Solution Approach 2:
The patent introduces a server as an intermediary that stores operator profiles and facilitates the transfer of settings between vehicles. The server acts as a mediator that receives vehicle data from multiple vehicles, processes operator preferences, and generates adapted settings for different vehicle configurations, enabling settings transferability without sacrificing optimization.

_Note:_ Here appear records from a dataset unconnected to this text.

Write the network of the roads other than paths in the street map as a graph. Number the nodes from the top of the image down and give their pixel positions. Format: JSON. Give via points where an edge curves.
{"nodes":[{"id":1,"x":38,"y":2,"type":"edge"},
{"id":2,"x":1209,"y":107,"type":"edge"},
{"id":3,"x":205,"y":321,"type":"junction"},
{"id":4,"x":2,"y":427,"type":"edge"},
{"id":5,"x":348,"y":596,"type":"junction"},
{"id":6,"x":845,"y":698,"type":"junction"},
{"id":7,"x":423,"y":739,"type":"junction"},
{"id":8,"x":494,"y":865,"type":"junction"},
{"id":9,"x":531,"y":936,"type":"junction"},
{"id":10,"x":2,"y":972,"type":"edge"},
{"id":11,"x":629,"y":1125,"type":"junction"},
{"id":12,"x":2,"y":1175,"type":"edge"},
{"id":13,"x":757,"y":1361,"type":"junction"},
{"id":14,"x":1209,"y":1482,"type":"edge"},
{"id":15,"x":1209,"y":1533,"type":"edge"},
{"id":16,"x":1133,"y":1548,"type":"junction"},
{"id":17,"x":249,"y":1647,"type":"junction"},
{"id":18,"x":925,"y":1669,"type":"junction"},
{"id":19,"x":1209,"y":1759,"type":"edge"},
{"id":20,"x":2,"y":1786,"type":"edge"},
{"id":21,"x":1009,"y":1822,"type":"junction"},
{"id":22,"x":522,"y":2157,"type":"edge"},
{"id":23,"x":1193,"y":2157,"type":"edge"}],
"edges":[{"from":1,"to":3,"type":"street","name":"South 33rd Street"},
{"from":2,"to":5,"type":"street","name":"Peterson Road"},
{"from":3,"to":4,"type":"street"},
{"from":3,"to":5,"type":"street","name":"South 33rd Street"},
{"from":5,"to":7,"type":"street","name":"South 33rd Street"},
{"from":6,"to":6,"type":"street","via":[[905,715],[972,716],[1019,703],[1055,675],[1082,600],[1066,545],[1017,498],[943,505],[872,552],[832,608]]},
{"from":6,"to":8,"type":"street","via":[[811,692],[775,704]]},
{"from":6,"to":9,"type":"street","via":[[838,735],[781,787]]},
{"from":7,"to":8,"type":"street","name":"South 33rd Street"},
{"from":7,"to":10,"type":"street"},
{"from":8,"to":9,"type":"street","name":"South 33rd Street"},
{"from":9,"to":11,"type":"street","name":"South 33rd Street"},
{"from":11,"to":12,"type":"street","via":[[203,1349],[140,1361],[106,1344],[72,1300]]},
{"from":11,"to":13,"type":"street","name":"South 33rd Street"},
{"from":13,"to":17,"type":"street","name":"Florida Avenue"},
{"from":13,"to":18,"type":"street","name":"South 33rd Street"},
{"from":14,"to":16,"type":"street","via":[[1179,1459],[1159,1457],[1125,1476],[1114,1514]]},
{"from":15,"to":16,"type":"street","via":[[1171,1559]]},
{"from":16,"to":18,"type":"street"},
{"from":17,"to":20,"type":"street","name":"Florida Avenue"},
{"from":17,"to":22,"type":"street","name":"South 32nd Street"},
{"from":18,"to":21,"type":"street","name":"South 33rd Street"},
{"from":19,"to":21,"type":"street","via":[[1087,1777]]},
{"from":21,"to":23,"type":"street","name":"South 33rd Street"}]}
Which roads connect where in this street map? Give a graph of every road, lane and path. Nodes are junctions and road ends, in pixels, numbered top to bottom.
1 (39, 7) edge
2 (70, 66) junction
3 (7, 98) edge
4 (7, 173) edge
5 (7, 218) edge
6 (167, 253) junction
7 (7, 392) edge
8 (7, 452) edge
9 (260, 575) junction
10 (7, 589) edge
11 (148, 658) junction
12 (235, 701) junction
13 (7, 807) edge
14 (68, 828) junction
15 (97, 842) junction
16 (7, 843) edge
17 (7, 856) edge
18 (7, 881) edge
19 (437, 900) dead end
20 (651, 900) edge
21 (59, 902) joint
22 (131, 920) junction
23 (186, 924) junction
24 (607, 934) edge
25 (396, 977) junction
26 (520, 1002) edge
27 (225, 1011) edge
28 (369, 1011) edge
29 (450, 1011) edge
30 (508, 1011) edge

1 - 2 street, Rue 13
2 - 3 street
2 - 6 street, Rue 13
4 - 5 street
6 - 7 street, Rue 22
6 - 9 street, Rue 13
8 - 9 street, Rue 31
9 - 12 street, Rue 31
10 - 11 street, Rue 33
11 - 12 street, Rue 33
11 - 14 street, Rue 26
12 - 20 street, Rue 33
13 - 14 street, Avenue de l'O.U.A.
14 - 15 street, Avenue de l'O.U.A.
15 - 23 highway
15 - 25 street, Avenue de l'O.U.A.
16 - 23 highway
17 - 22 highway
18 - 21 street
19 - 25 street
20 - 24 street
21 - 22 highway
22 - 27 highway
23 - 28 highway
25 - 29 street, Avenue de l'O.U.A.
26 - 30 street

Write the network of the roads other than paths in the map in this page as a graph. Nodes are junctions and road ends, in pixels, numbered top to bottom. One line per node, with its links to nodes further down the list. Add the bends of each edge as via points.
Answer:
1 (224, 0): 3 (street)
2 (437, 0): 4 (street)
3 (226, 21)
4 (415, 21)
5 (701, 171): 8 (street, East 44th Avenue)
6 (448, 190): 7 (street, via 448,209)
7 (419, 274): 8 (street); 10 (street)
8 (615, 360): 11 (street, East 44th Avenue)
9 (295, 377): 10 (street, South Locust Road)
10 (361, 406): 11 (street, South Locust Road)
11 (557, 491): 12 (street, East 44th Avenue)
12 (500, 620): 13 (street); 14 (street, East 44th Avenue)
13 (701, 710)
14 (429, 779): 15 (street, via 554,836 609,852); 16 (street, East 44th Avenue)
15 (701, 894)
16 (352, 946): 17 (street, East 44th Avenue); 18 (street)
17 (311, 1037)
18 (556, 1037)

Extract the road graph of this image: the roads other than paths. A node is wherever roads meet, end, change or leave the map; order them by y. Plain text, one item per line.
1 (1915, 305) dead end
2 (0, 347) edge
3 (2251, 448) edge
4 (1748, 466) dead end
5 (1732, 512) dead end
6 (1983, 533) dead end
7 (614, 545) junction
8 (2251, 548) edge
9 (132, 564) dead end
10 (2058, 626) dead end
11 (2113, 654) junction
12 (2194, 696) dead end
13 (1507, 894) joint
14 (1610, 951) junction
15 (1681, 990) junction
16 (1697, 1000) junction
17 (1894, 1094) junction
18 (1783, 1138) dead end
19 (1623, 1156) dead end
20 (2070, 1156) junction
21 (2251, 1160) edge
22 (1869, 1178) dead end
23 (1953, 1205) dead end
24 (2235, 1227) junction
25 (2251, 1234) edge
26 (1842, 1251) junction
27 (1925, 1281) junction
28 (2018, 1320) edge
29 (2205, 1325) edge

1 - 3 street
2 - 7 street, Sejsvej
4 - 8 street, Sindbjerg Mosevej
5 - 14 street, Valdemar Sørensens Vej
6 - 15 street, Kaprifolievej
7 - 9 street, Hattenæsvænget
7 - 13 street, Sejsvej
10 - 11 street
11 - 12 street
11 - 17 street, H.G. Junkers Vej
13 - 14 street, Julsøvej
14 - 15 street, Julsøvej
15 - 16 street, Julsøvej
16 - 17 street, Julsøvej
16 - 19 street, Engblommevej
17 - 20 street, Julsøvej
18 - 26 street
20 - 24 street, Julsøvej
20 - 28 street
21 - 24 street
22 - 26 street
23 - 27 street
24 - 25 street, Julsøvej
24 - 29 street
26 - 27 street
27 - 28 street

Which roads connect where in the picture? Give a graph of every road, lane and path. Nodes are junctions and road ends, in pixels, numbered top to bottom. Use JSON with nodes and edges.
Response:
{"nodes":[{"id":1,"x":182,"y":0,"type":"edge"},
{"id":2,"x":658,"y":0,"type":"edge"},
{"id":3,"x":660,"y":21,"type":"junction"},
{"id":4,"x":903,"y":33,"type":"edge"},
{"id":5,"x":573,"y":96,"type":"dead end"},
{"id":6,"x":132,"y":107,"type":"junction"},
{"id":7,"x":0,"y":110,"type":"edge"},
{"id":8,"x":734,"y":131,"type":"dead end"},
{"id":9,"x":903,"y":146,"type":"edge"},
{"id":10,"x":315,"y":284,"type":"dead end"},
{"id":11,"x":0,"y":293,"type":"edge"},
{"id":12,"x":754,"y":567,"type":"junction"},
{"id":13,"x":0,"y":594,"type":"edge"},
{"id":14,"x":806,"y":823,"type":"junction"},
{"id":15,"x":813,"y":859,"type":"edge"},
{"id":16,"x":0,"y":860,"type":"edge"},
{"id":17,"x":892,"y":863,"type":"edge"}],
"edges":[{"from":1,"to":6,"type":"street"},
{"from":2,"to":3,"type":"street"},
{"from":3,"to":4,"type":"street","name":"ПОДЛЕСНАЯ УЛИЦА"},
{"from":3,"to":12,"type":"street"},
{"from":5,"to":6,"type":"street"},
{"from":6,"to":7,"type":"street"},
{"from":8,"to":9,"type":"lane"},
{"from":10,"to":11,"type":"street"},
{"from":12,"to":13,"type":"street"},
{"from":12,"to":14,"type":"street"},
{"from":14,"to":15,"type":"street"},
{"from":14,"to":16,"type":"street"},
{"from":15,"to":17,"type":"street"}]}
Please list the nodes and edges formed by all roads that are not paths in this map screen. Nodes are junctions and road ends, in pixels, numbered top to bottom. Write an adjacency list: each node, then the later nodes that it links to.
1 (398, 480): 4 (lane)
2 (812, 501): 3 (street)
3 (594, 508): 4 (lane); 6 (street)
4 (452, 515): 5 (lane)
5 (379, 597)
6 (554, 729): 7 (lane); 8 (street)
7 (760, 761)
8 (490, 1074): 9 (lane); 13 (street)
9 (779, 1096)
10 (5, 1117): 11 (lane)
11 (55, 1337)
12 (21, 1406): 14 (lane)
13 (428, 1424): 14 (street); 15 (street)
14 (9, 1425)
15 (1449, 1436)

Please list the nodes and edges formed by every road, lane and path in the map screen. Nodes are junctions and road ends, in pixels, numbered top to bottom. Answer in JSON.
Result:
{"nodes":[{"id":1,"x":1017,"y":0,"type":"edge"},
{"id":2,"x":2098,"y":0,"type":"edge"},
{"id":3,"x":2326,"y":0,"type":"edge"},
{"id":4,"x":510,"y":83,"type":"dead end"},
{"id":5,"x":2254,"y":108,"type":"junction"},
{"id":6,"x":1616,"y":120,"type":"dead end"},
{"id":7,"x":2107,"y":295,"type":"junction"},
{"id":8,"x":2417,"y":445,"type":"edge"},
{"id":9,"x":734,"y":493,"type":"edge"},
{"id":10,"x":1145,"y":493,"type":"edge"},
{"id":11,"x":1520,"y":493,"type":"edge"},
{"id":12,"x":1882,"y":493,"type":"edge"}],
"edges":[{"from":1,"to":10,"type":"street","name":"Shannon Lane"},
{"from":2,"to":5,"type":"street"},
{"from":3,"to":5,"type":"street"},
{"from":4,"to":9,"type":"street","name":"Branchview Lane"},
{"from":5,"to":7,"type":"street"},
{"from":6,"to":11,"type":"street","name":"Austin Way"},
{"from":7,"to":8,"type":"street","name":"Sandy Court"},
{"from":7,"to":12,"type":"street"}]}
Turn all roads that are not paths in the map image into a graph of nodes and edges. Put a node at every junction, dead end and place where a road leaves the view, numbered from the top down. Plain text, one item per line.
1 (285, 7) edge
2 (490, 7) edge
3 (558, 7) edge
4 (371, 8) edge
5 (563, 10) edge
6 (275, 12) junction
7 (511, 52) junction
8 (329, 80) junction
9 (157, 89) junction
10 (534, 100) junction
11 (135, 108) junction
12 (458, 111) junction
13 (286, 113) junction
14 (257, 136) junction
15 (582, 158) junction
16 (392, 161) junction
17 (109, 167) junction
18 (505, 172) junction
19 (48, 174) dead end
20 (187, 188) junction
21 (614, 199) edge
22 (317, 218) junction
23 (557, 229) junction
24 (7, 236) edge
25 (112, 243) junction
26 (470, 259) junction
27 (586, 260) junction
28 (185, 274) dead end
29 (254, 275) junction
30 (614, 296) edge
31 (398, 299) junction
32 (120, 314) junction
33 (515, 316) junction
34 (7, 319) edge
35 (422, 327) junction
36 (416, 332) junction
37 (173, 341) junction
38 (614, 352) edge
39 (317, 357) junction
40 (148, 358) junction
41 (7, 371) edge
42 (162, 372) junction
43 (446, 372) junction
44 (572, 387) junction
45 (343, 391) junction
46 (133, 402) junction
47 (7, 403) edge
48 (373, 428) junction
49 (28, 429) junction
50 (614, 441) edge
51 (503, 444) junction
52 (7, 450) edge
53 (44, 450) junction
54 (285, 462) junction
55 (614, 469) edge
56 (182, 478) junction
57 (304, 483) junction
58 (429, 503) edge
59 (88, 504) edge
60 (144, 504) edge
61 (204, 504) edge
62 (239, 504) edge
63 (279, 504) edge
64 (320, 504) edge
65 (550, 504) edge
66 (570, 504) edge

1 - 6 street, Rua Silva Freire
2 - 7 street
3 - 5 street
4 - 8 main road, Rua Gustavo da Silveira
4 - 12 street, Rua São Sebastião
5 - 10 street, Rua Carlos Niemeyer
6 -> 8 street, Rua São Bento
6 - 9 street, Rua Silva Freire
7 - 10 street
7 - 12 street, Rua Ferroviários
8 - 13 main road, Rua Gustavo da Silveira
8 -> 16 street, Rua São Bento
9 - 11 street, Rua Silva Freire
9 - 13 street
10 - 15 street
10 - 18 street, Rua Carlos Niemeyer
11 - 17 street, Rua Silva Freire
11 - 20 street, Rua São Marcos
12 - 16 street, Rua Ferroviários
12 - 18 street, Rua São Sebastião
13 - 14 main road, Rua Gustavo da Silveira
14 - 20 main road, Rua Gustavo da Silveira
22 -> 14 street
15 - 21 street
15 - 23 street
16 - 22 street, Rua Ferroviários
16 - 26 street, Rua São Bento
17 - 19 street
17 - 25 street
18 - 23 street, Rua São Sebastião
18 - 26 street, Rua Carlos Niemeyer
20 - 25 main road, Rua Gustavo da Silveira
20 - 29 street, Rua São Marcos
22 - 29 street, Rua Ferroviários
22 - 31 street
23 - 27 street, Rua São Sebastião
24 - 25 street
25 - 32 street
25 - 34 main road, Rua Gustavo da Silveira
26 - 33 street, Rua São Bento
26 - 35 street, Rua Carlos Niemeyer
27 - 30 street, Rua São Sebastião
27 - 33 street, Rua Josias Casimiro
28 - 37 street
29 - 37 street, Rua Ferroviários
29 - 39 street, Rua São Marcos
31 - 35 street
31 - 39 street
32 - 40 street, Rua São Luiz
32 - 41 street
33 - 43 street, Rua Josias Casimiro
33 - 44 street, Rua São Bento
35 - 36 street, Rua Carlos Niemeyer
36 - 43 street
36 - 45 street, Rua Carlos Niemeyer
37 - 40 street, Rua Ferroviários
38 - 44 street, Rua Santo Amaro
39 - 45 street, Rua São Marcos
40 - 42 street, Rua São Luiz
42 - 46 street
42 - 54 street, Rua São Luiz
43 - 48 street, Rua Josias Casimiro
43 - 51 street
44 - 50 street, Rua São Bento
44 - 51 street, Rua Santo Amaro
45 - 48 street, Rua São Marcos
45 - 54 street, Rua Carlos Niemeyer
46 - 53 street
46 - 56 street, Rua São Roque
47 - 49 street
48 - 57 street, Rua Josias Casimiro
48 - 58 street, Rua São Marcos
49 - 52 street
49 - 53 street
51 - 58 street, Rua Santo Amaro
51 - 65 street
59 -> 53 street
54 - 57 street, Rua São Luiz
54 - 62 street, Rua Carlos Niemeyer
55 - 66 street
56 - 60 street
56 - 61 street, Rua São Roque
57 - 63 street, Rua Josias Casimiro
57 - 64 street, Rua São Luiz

2Adaptability or versatility
If a universal settings model is used across all vehicles, then settings can be transferred between vehicles, but the settings cannot be optimized for vehicle-specific configurations
Solution Approach 1:
The patent applies local quality by allowing different parts of the settings system to have different levels of universality. Operator preferences (e.g., climate control preferences, seat position preferences) are made universal and transferable, while vehicle-specific parameters (e.g., throttle sensitivity, brake sensitivity) are localized to each vehicle's configuration. This enables partial transferability without sacrificing vehicle-specific optimization.
Solution Approach 2:
The patent utilizes parameter changes by dynamically adjusting settings parameters based on the target vehicle's configuration data. When transferring settings from one vehicle to another, the system modifies parameters to match the destination vehicle's capabilities and specifications, ensuring optimization for each vehicle while maintaining the ability to transfer settings across the fleet.
3Speed
If vehicle settings are stored locally in each vehicle, then the settings are immediately available for use, but the settings cannot be updated or transferred when operators use different vehicles
Solution Approach 1:
The patent implements preliminary action by pre-storing operator profiles and preferences in a centralized server before the operator actually uses a vehicle. When an operator approaches or enters a vehicle, the system proactively retrieves and applies the appropriate settings from the server, ensuring immediate availability without requiring real-time transfer during vehicle operation. This preliminary preparation enables both speed and transferability.
Solution Approach 2:
The patent incorporates feedback mechanisms where vehicle computers continuously communicate with the server to update operator profiles based on actual usage patterns and preferences observed in different vehicles. This feedback loop ensures that settings are not only transferred but also refined and updated over time, improving both availability and adaptability across the vehicle fleet.
Data Source
AI summary
An computing device is configured to detect that a user device is approaching the vehicle. An identifier for the user device and an identifier for the vehicle is transmitted to a remote server. A model is used to generate settings data in the vehicle, wherein the model is generated at least in part based on the identifier for the user device and the identifier for the vehicle. At least one setting for the at least one component in the vehicle is generated according to the model, and is applied to the at least one component in the vehicle.